Curr Comput Aided Drug Des. 2012 Jun;8(2):135-58. doi: 10.2174/157340912800492366.
Over the last two decades, a great deal of research has been oriented towards determination of correlation between molecular structures and a variety of responses exhibited by such molecules. Extensive attempts have been made to quantitatively determine the influence of structural fragments on the property profile of molecules through the development of quantitative structure-activity/property/toxicity relationship (QSAR/QSPR/QSTR) models based on regression analysis using different descriptors. Among all descriptors, the topological ones constitute an essential class encoding the crucial structural fragments governing the activity/property or toxicity data of the molecules. To better indicate the important topological features and molecular fragments mediating a particular response, Kier and Hall developed the electrotopological state atom (E-state) indices in the early 90s. The ability to encode the topology and electronic environment of molecular fragments in unison portrayed the E-state indices as an indispensable tool in the field of QSAR/QSPR/QSTR studies. This review looks back at different applications of E-state indices in the field of quantitative analysis of molecular properties as a function of their structures for diverse groups of molecules with vivid range of response parameters. The studies summarized here would help to understand potential of the E-state indices to identify the structural attributes responsible for various responses of the molecules. Although the present review includes most of the important researches carried out employing E-state parameters as the major group of descriptors over the last 15 years, the search is not exhaustive one. Apart from the studies reviewed here, several other researches have also been performed where the E-state indices have been engaged in association with several other descriptors to determine the influential molecular fragments for various endpoints.

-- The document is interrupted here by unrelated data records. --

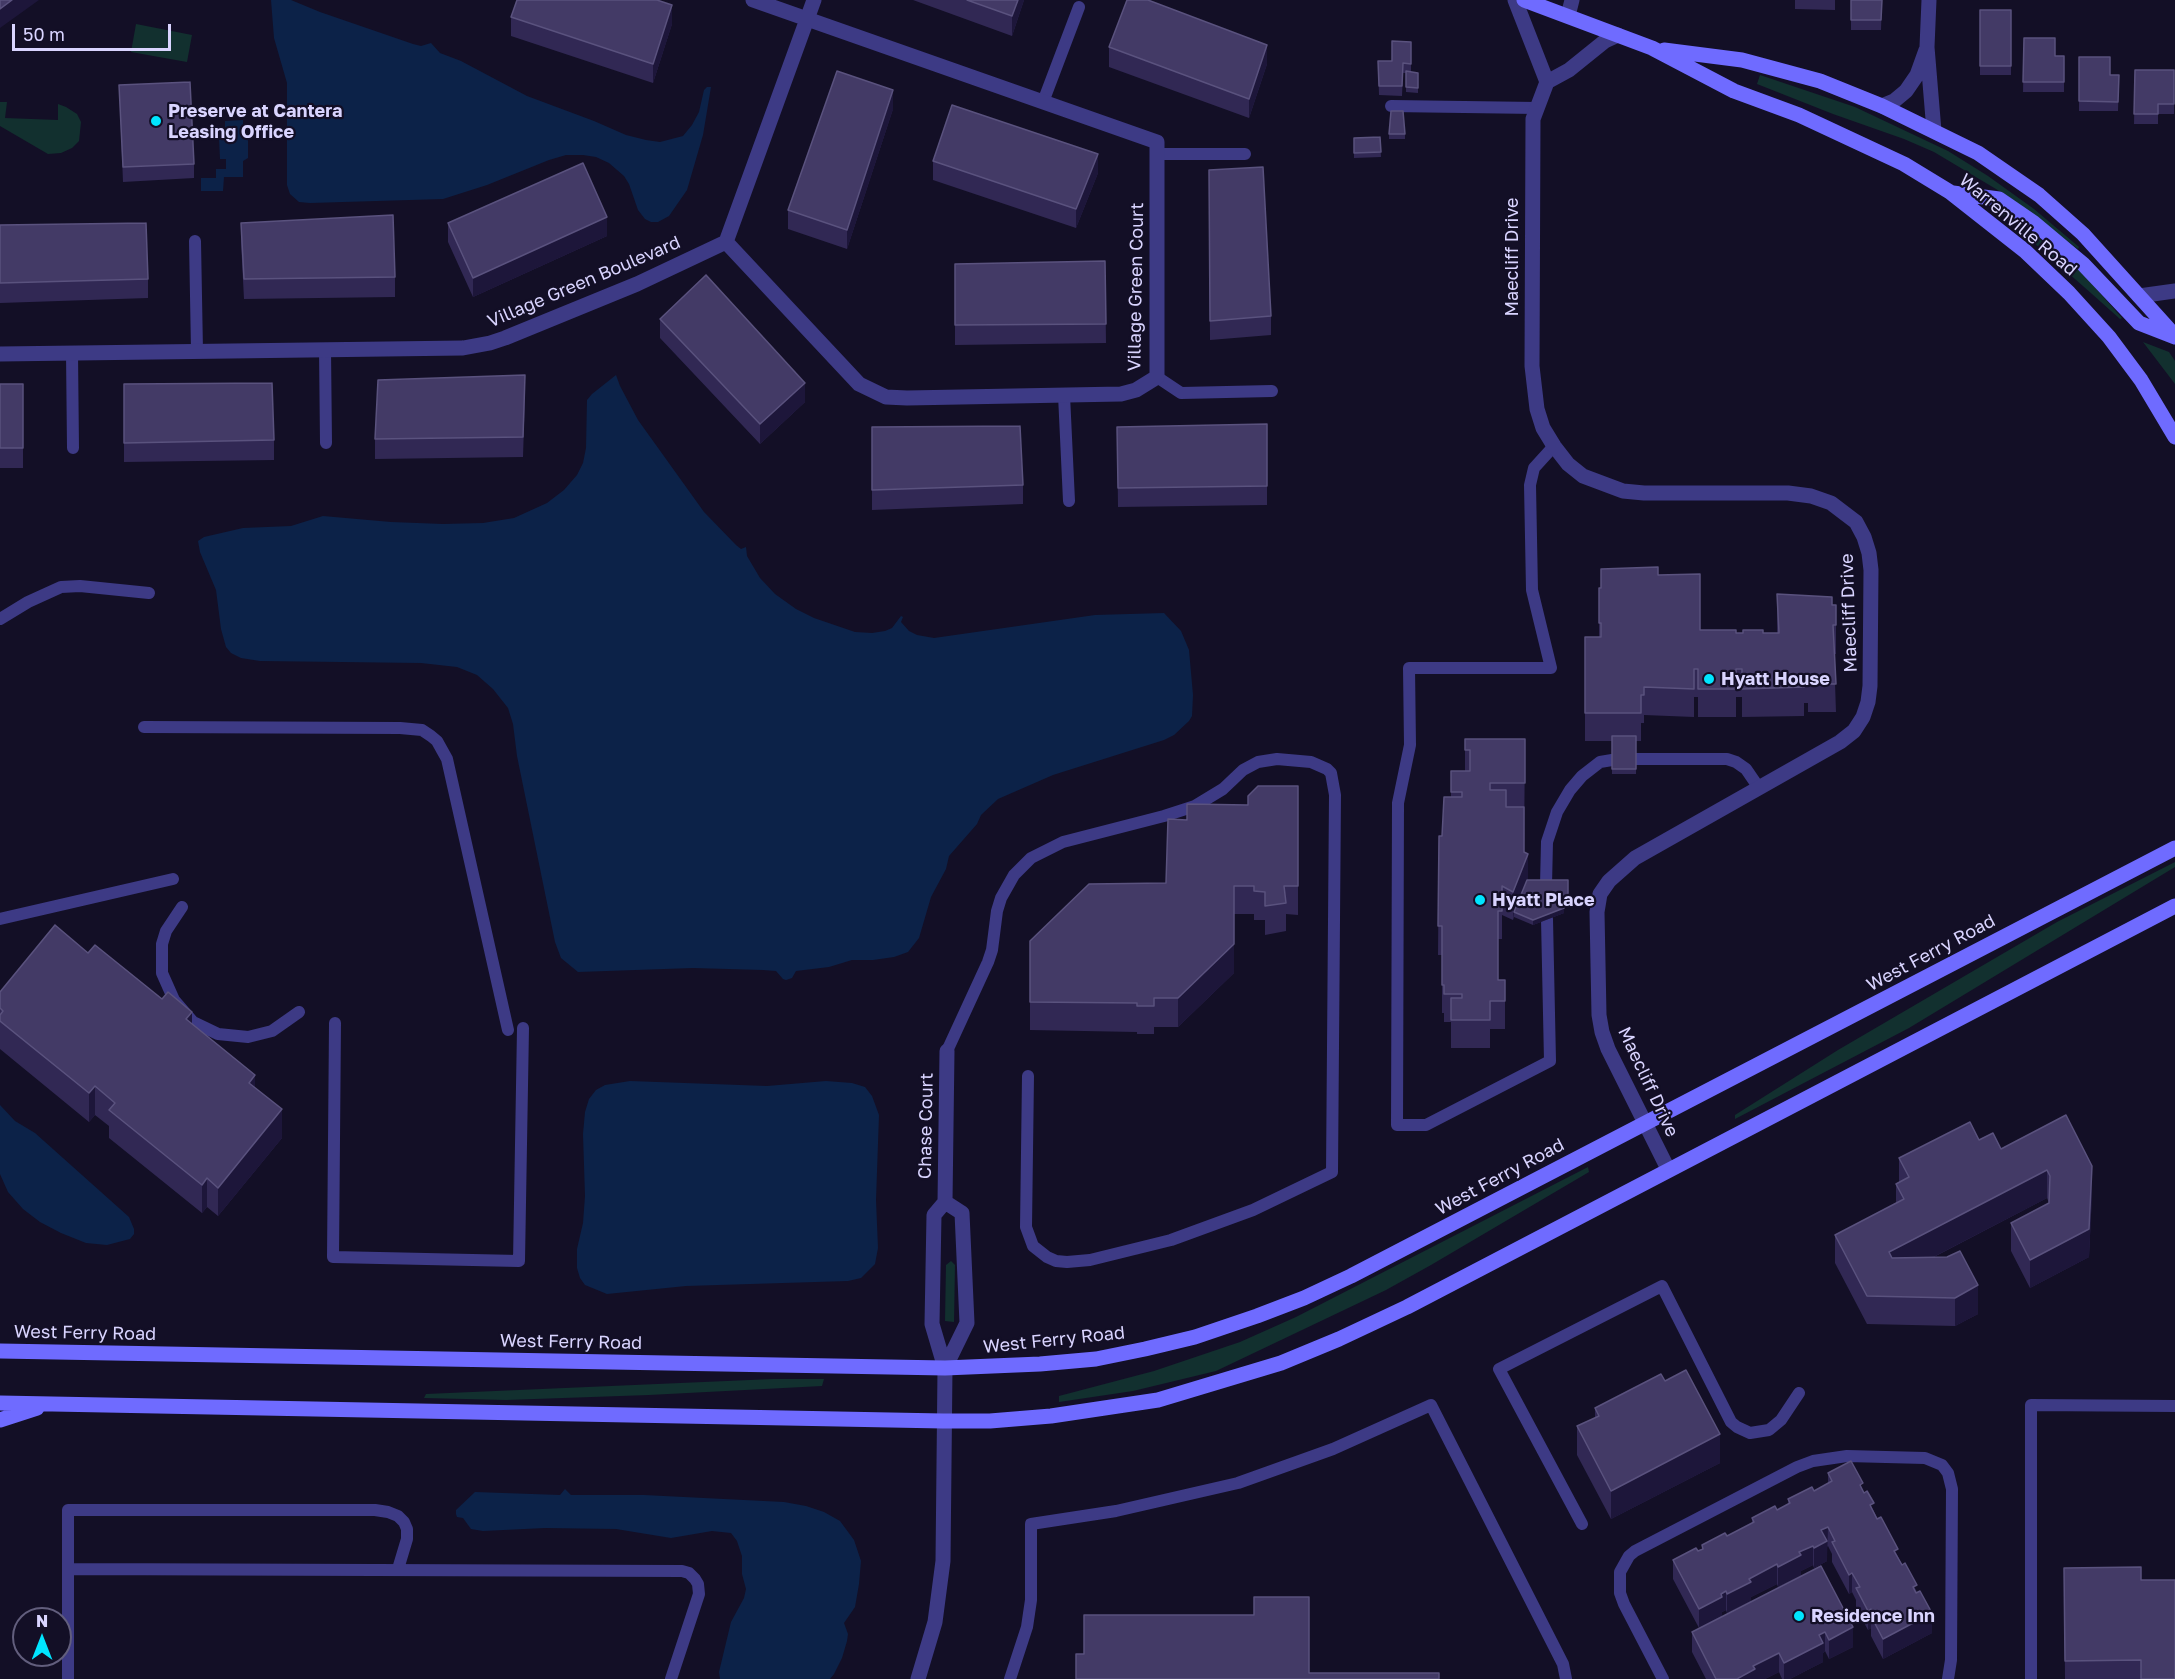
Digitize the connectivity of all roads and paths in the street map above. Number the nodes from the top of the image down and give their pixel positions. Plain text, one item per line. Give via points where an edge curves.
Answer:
1 (753, 0) edge
2 (814, 0) edge
3 (1515, 0) edge
4 (1524, 0) edge
5 (1572, 0) edge
6 (1929, 0) edge
7 (1078, 8) dead end
8 (1568, 16) junction
9 (808, 19) junction
10 (1617, 35) junction
11 (1927, 47) junction
12 (1652, 48) junction
13 (1547, 82) junction
14 (1043, 102) junction
15 (1391, 106) dead end
16 (1882, 106) junction
17 (1537, 108) junction
18 (1934, 131) junction
19 (1157, 154) junction
20 (1245, 154) dead end
21 (1950, 192) junction
22 (195, 241) dead end
23 (726, 242) junction
24 (2175, 291) edge
25 (2139, 296) junction
26 (2175, 336) edge
27 (325, 349) junction
28 (196, 351) junction
29 (72, 353) junction
30 (0, 354) edge
31 (1157, 377) junction
32 (1272, 391) dead end
33 (1064, 394) junction
34 (2175, 437) edge
35 (326, 443) dead end
36 (1554, 447) junction
37 (73, 448) dead end
38 (1069, 501) dead end
39 (149, 593) dead end
40 (0, 619) edge
41 (144, 727) dead end
42 (1636, 759) edge
43 (1612, 760) edge
44 (1759, 788) junction
45 (2175, 848) edge
46 (173, 879) dead end
47 (1546, 885) edge
48 (2175, 906) edge
49 (182, 907) dead end
50 (0, 919) edge
51 (1547, 919) edge
52 (298, 1012) dead end
53 (335, 1023) dead end
54 (523, 1028) dead end
55 (508, 1030) dead end
56 (947, 1051) joint
57 (1028, 1076) dead end
58 (1644, 1124) junction
59 (1668, 1169) junction
60 (945, 1202) junction
61 (0, 1341) edge
62 (0, 1351) edge
63 (16, 1351) junction
64 (945, 1368) junction
65 (1798, 1393) dead end
66 (0, 1403) edge
67 (48, 1405) junction
68 (2175, 1406) edge
69 (0, 1420) edge
70 (943, 1421) junction
71 (1582, 1524) dead end
72 (68, 1569) junction
73 (398, 1569) junction
74 (68, 1679) edge
75 (670, 1679) edge
76 (918, 1679) edge
77 (1010, 1679) edge
78 (1566, 1679) edge
79 (1663, 1679) edge
80 (1948, 1679) edge
81 (2031, 1679) edge

1 - 9 street
2 - 9 street
3 - 13 street
4 - 8 main road, Warrenville Road
5 - 8 street
6 - 11 street
7 - 14 lane
8 - 10 main road, Warrenville Road
9 - 14 street
9 - 23 street
10 - 12 main road, Warrenville Road
10 - 13 street
11 - 16 street via 1917,75 1905,91
11 - 18 street
12 - 16 main road, Warrenville Road via 1743,60 1820,81
12 - 21 main road, Warrenville Road via 1734,91 1799,115 1894,159
13 - 17 street, Maecliff Drive
14 - 19 street via 1157,142
15 - 17 lane
16 - 18 main road, Warrenville Road
17 - 36 street, Maecliff Drive via 1532,134 1532,366 1537,409
18 - 25 main road, Warrenville Road via 1978,153 2039,195 2083,234
19 - 20 lane
19 - 31 street, Village Green Court
21 - 26 main road via 1998,199 2083,264 2139,323
21 - 34 main road, Warrenville Road via 2025,251 2069,293 2141,380
22 - 28 lane
23 - 27 street, Village Green Boulevard via 637,284 490,343 463,348
23 - 33 street, Village Green Court via 859,384 871,391 906,398
24 - 25 street
25 - 26 main road, Warrenville Road
27 - 28 street, Village Green Boulevard
27 - 35 lane
28 - 29 street, Village Green Boulevard
29 - 30 street, Village Green Boulevard
29 - 37 lane
31 - 32 lane via 1181,393
31 - 33 street, Village Green Court via 1136,390 1121,393
33 - 38 lane
36 - 44 street, Maecliff Drive via 1583,476 1623,491 1811,496 1831,503 1856,522 1867,545 1871,570 1870,686 1863,717 1854,732 1840,742
36 - 51 lane via 1534,468 1530,485 1532,590 1551,668 1409,668 1410,745 1398,803 1397,1125 1426,1125 1550,1061
39 - 40 lane via 61,587
41 - 55 lane via 400,728 422,730 431,736 447,759
42 - 44 lane via 1727,759 1746,769
43 - 47 lane via 1600,762 1582,776 1557,812 1547,842
44 - 58 street, Maecliff Drive via 1635,858 1600,894 1597,912 1601,1023 1608,1049
45 - 58 main road, West Ferry Road
46 - 50 lane
48 - 59 main road
49 - 52 lane via 162,944 162,973 174,1000 193,1022 219,1034 248,1037 272,1031
53 - 54 lane via 333,1257 519,1261
56 - 57 lane via 988,962 1001,898 1014,875 1032,858 1069,840 1195,806 1258,762 1311,762 1327,769 1335,795 1332,1172 1253,1210 1171,1240 1090,1260 1056,1261 1033,1246 1026,1227
56 - 60 street, Chase Court
58 - 59 street, Maecliff Drive
58 - 64 main road, West Ferry Road via 1361,1271 1257,1316 1195,1337 1096,1359
59 - 70 main road via 1407,1307 1281,1363 1158,1400 1099,1410
60 - 64 street, Chase Court via 934,1215 932,1324
60 - 64 street, Chase Court via 962,1212 967,1323
61 - 63 main road
62 - 63 main road, West Ferry Road
63 - 64 main road, West Ferry Road
64 - 70 street, Chase Court
65 - 71 lane via 1781,1420 1769,1430 1750,1433 1737,1427 1662,1286 1499,1369
66 - 67 main road
67 - 69 main road
67 - 70 main road
68 - 81 lane via 2031,1405
70 - 76 street, Chase Court via 943,1561 935,1622
72 - 73 lane
72 - 73 lane via 68,1510 375,1510 405,1522 407,1539
72 - 74 lane
73 - 75 lane via 670,1569 689,1574 698,1584 699,1594
77 - 78 lane via 1032,1600 1031,1524 1116,1511 1238,1483 1334,1449 1431,1405 1563,1664
79 - 80 lane via 1620,1593 1620,1572 1629,1556 1797,1467 1847,1455 1925,1458 1942,1465 1948,1473 1952,1489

在过去二十年中,大量研究致力于确定分子结构与这些分子所表现出的各种反应之间的相关性。人们进行了广泛尝试,通过基于回归分析并使用不同描述符开发定量构效/构性/构毒关系(QSAR/QSPR/QSTR)模型,来定量确定结构片段对分子性质概况的影响。在所有描述符中,拓扑描述符构成了一个重要类别,它编码了决定分子活性/性质或毒性数据的关键结构片段。为了更好地表明介导特定反应的重要拓扑特征和分子片段,基尔(Kier)和霍尔(Hall)在20世纪90年代初开发了电子拓扑状态原子(E态)指数。E态指数能够同时编码分子片段的拓扑结构和电子环境,这使其成为QSAR/QSPR/QSTR研究领域中不可或缺的工具。这篇综述回顾了E态指数在分子性质定量分析领域的不同应用,这些应用是针对具有不同响应参数范围的各类分子,作为其结构的函数。这里总结的研究将有助于理解E态指数识别导致分子各种反应的结构属性的潜力。尽管本综述涵盖了过去15年中以E态参数作为主要描述符组进行的大部分重要研究,但搜索并不详尽。除了这里综述的研究之外,还进行了其他一些研究,其中E态指数与其他几个描述符结合使用,以确定影响各种终点的分子片段。